AIM OF THE EXERCISE
All lines from the one containing "Turn the roads" through the end of the data below must be reproduced exactly, and no others.

RECORDED INFORMATION
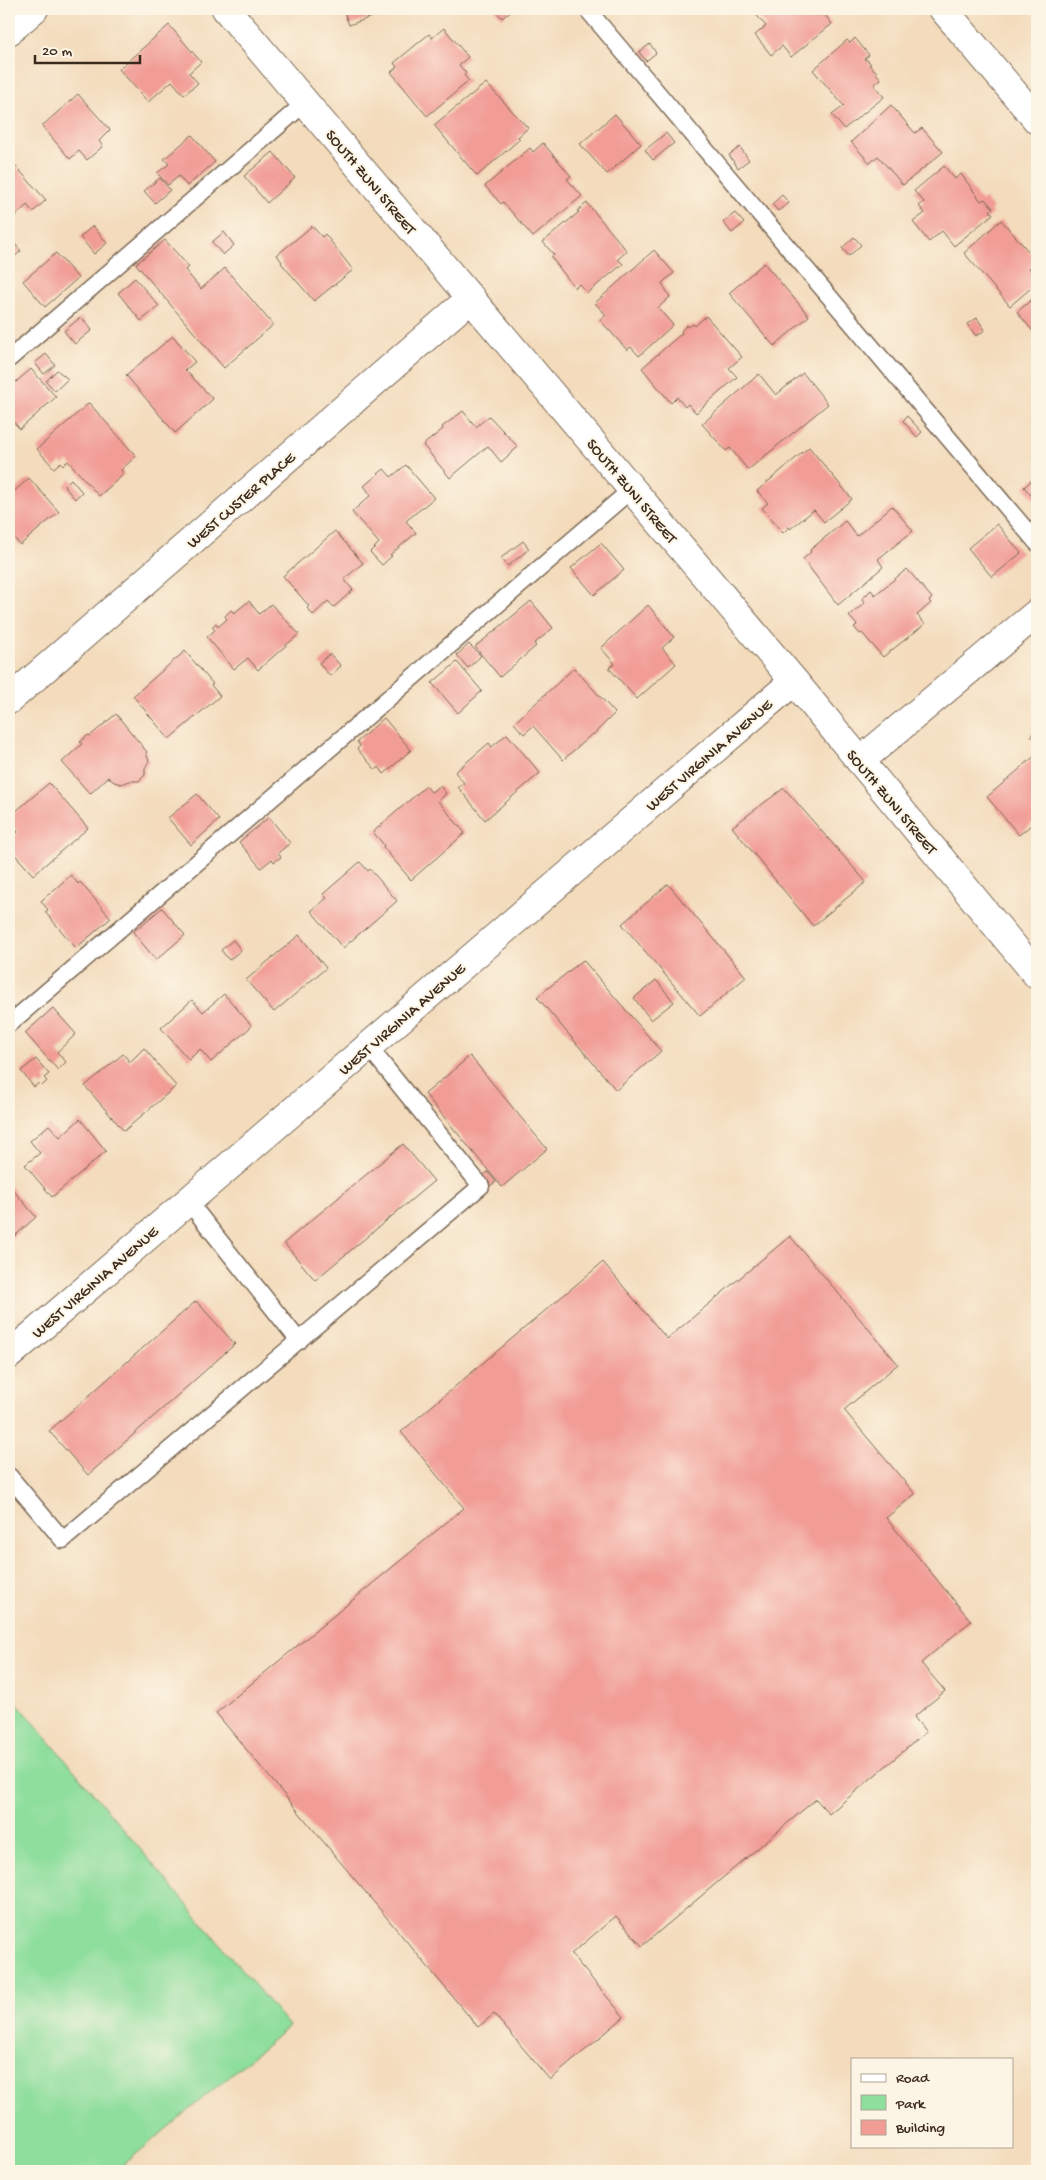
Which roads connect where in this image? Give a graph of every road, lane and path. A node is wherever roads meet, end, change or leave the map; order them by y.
1 (34, 9) edge
2 (226, 9) edge
3 (587, 9) edge
4 (943, 9) edge
5 (9, 31) edge
6 (306, 102) junction
7 (1037, 120) edge
8 (471, 298) junction
9 (9, 358) edge
10 (632, 489) junction
11 (1037, 543) edge
12 (1037, 612) edge
13 (794, 680) junction
14 (9, 700) edge
15 (860, 760) junction
16 (1037, 975) edge
17 (9, 1024) edge
18 (368, 1046) junction
19 (188, 1201) junction
20 (299, 1341) junction
21 (9, 1355) edge
22 (9, 1476) edge

1 - 5 street
2 - 6 street, SOUTH ZUNI STREET
3 - 11 lane
4 - 7 street
6 - 8 street, SOUTH ZUNI STREET
6 - 9 lane
8 - 10 street, SOUTH ZUNI STREET
8 - 14 street, WEST CUSTER PLACE
10 - 13 street, SOUTH ZUNI STREET
10 - 17 lane
12 - 15 street
13 - 15 street, SOUTH ZUNI STREET
13 - 18 street, WEST VIRGINIA AVENUE
15 - 16 street, SOUTH ZUNI STREET
18 - 19 street, WEST VIRGINIA AVENUE
18 - 20 lane
19 - 20 lane
19 - 21 street, WEST VIRGINIA AVENUE
20 - 22 lane

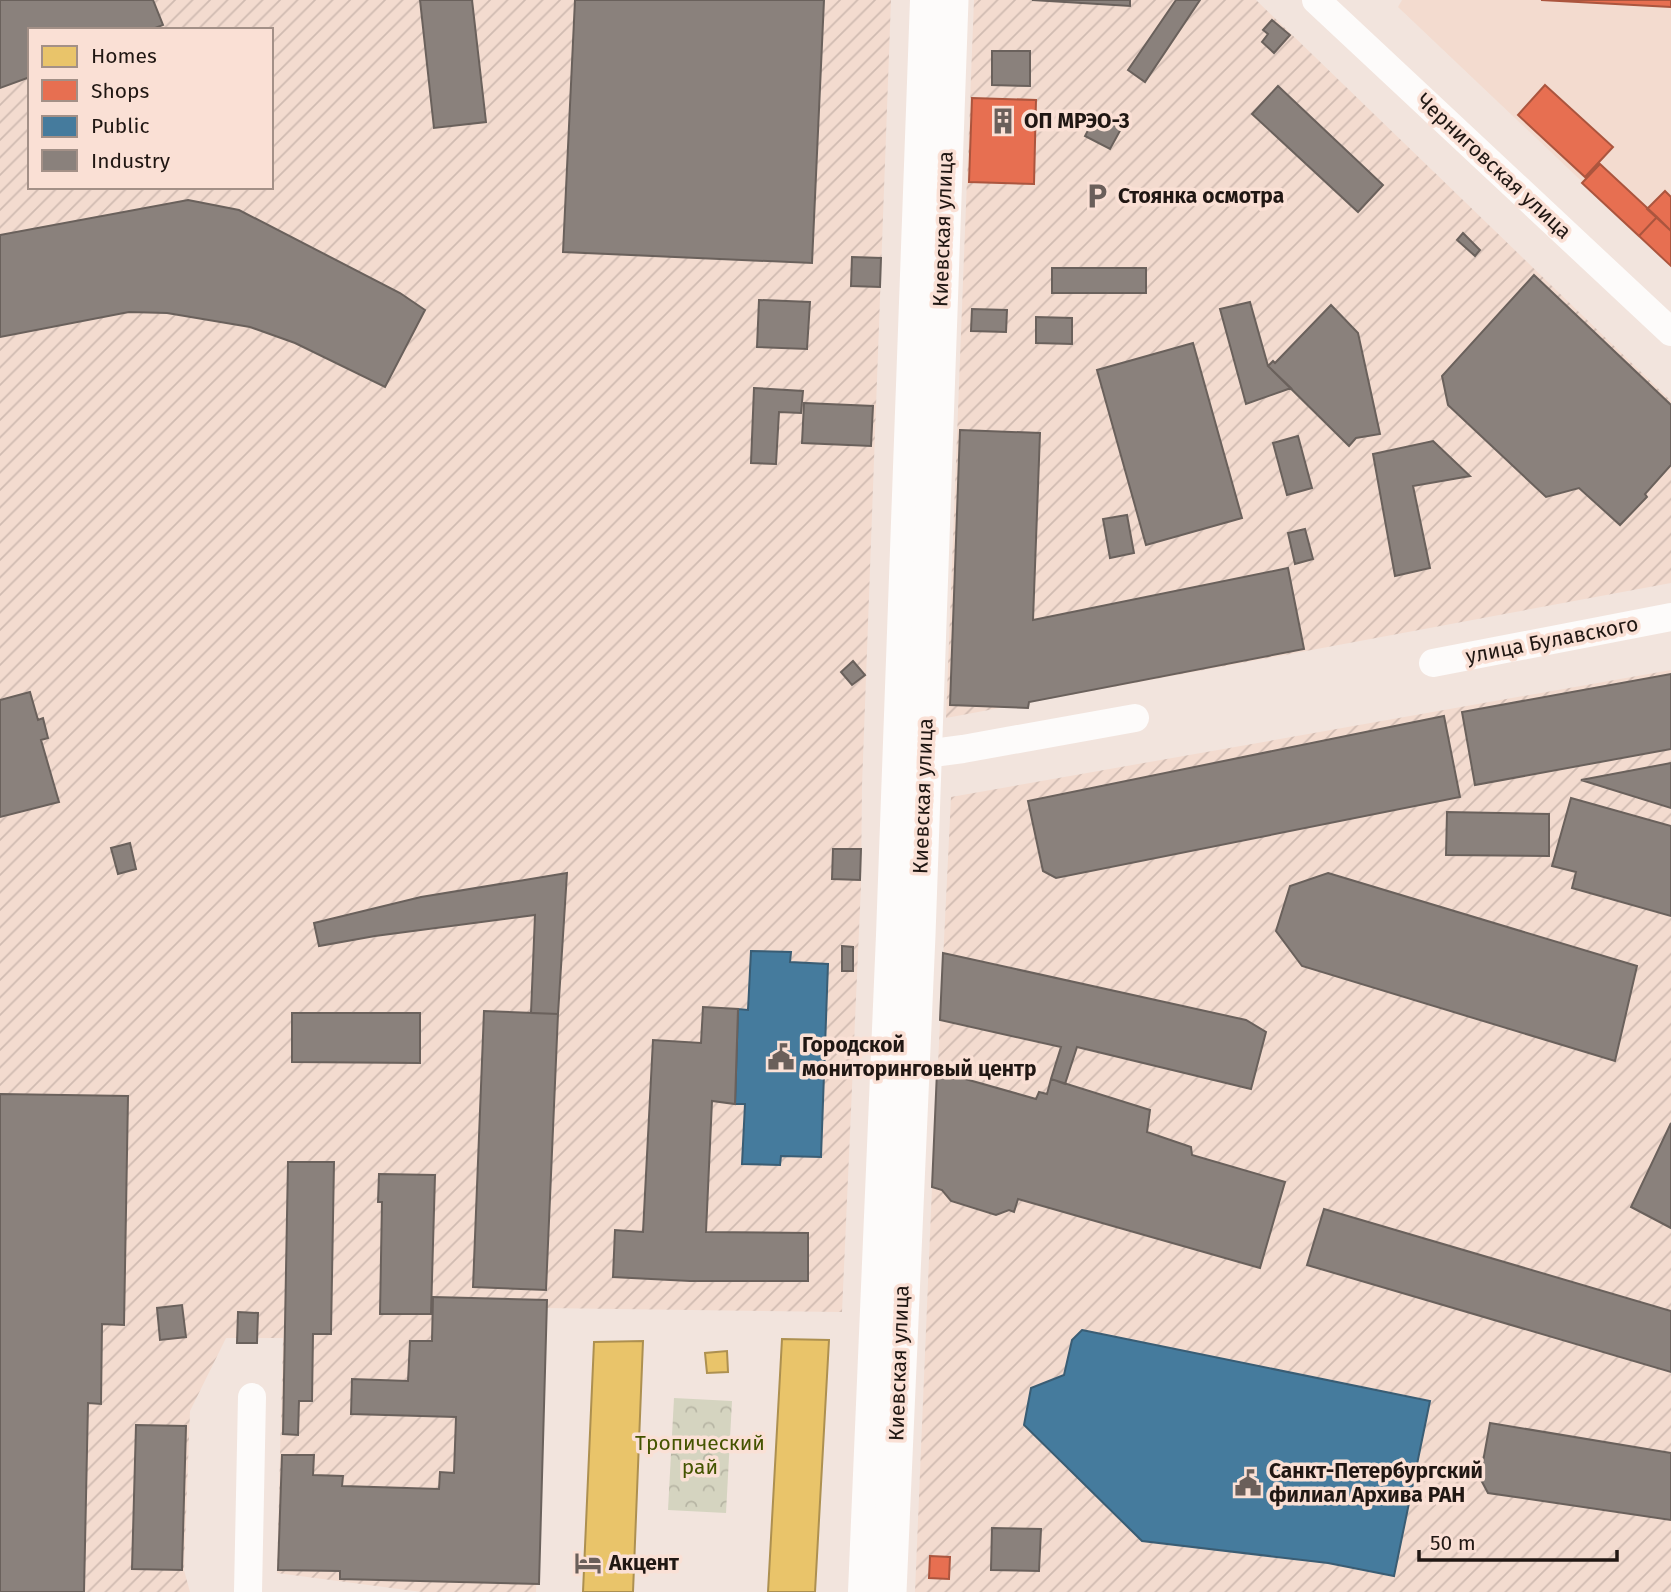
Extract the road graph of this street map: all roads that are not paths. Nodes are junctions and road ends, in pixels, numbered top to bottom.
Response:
1 (924, 0) edge
2 (951, 0) edge
3 (1316, 0) edge
4 (1671, 332) edge
5 (1671, 617) edge
6 (1433, 663) dead end
7 (1135, 718) dead end
8 (911, 754) junction
9 (251, 1397) dead end
10 (248, 1592) edge
11 (862, 1592) edge
12 (889, 1592) edge

1 - 8 street, Киевская улица
2 - 8 main road, Киевская улица
3 - 4 street, Черниговская улица
5 - 6 street, улица Булавского
7 - 8 street
8 - 11 street, Киевская улица
8 - 12 main road, Киевская улица
9 - 10 street

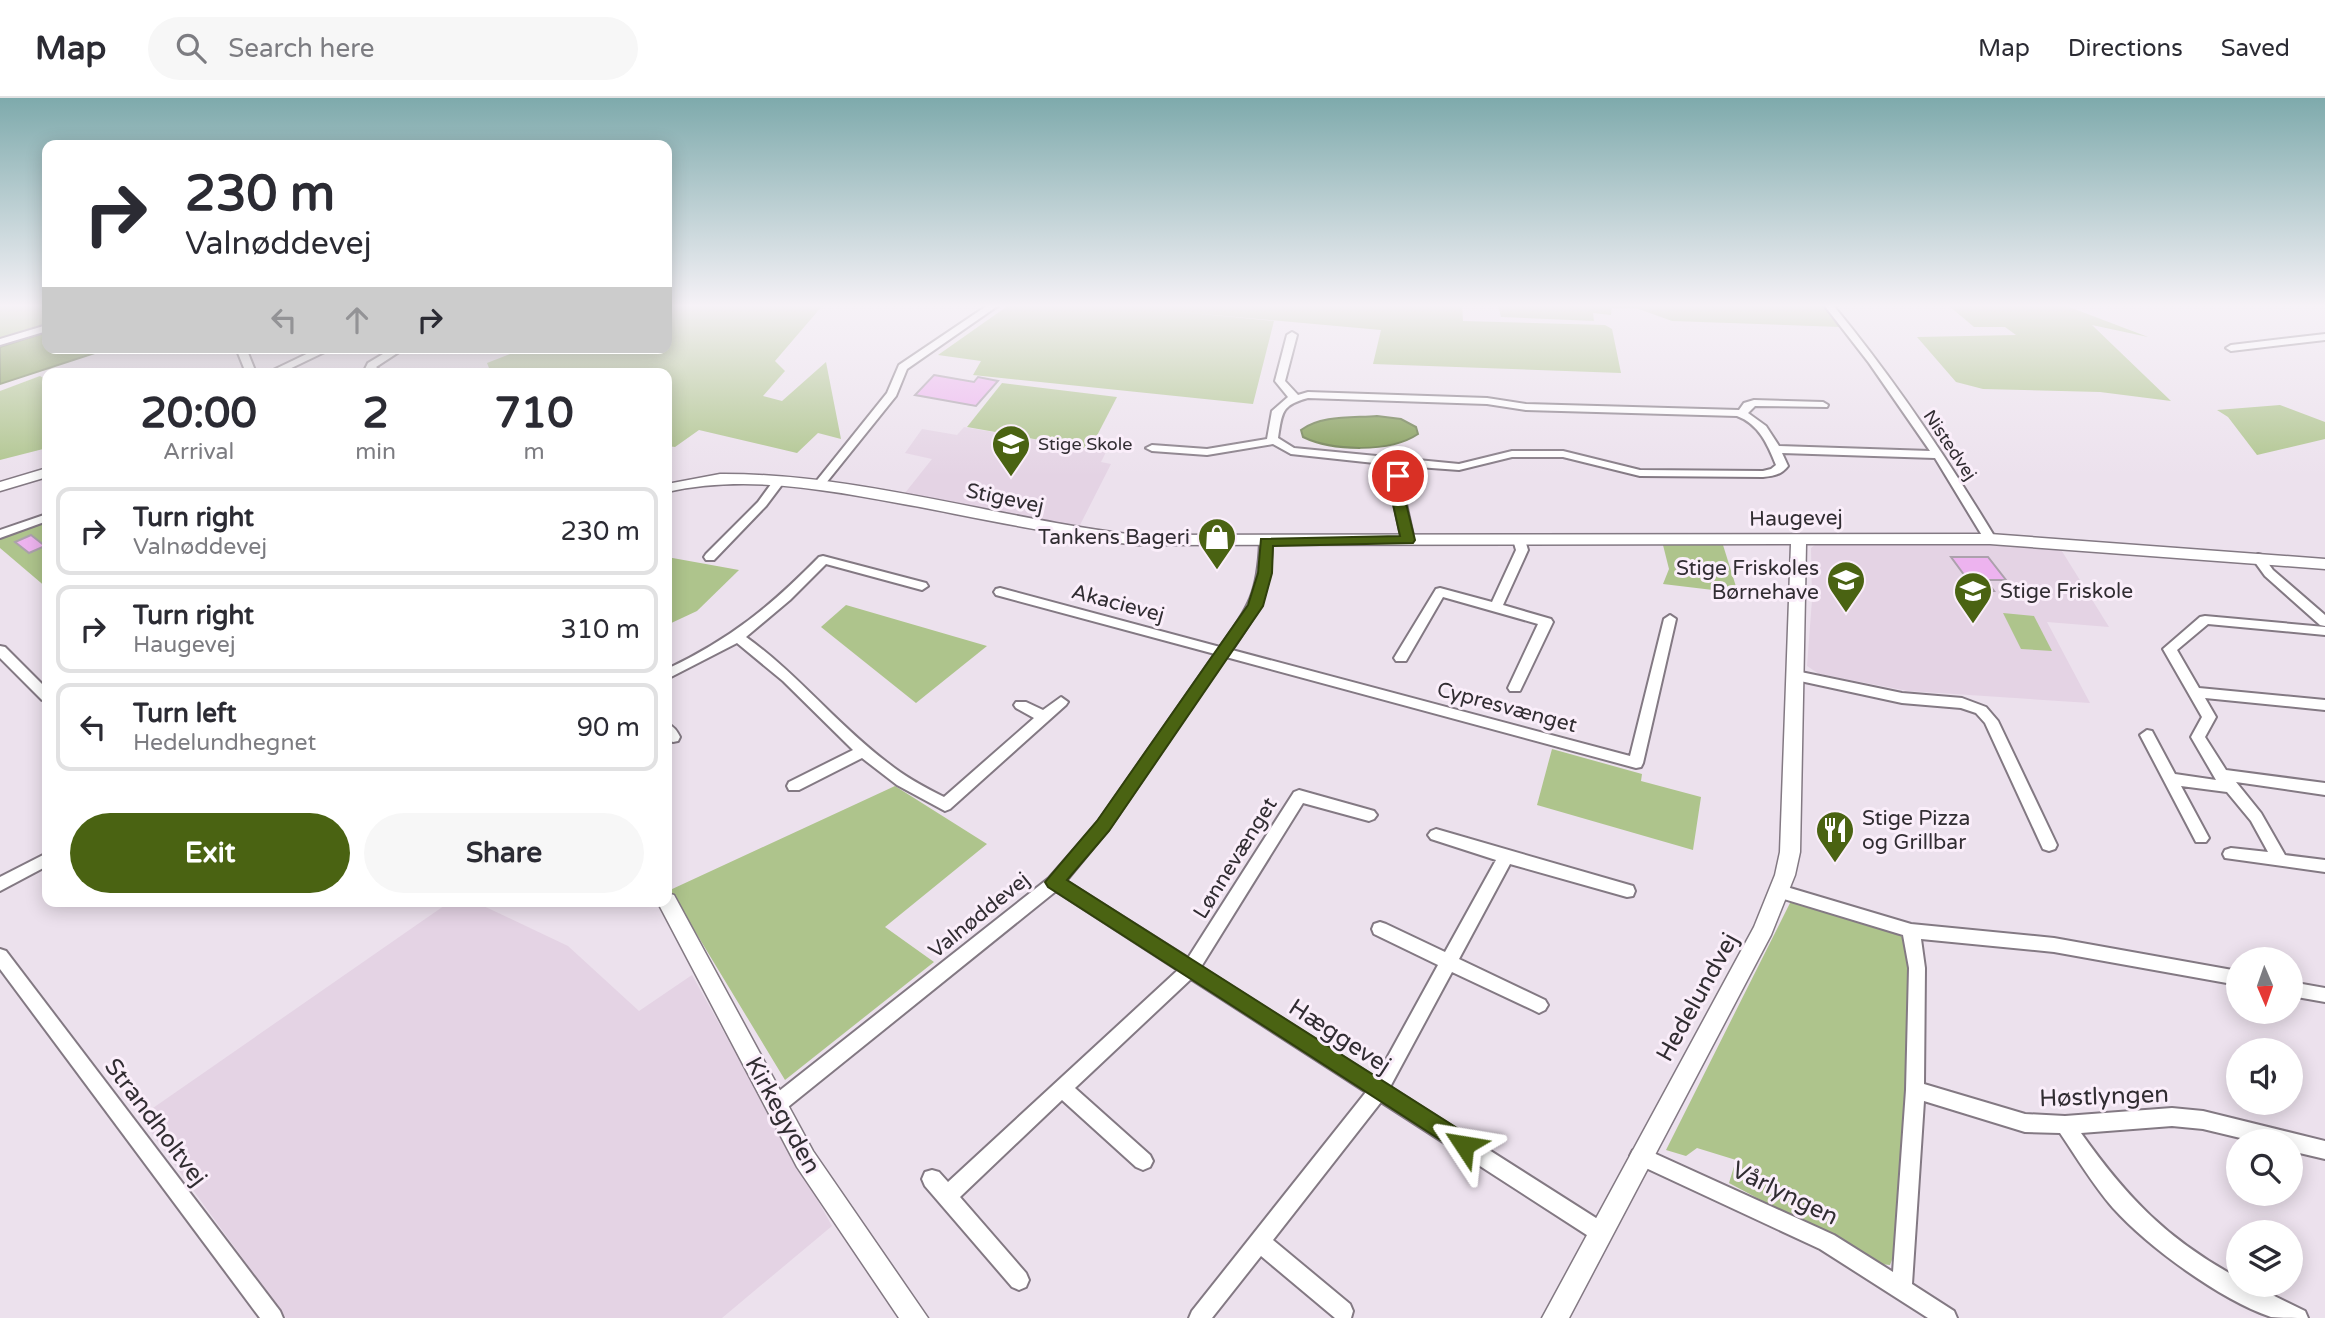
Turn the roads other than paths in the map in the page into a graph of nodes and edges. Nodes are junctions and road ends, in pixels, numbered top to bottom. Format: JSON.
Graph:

EXERCISE RESULT
Turn the roads other than paths in the map in the page into a graph of nodes and edges. Nodes are junctions and road ends, in pixels, numbered top to bottom. Format: JSON.
Graph:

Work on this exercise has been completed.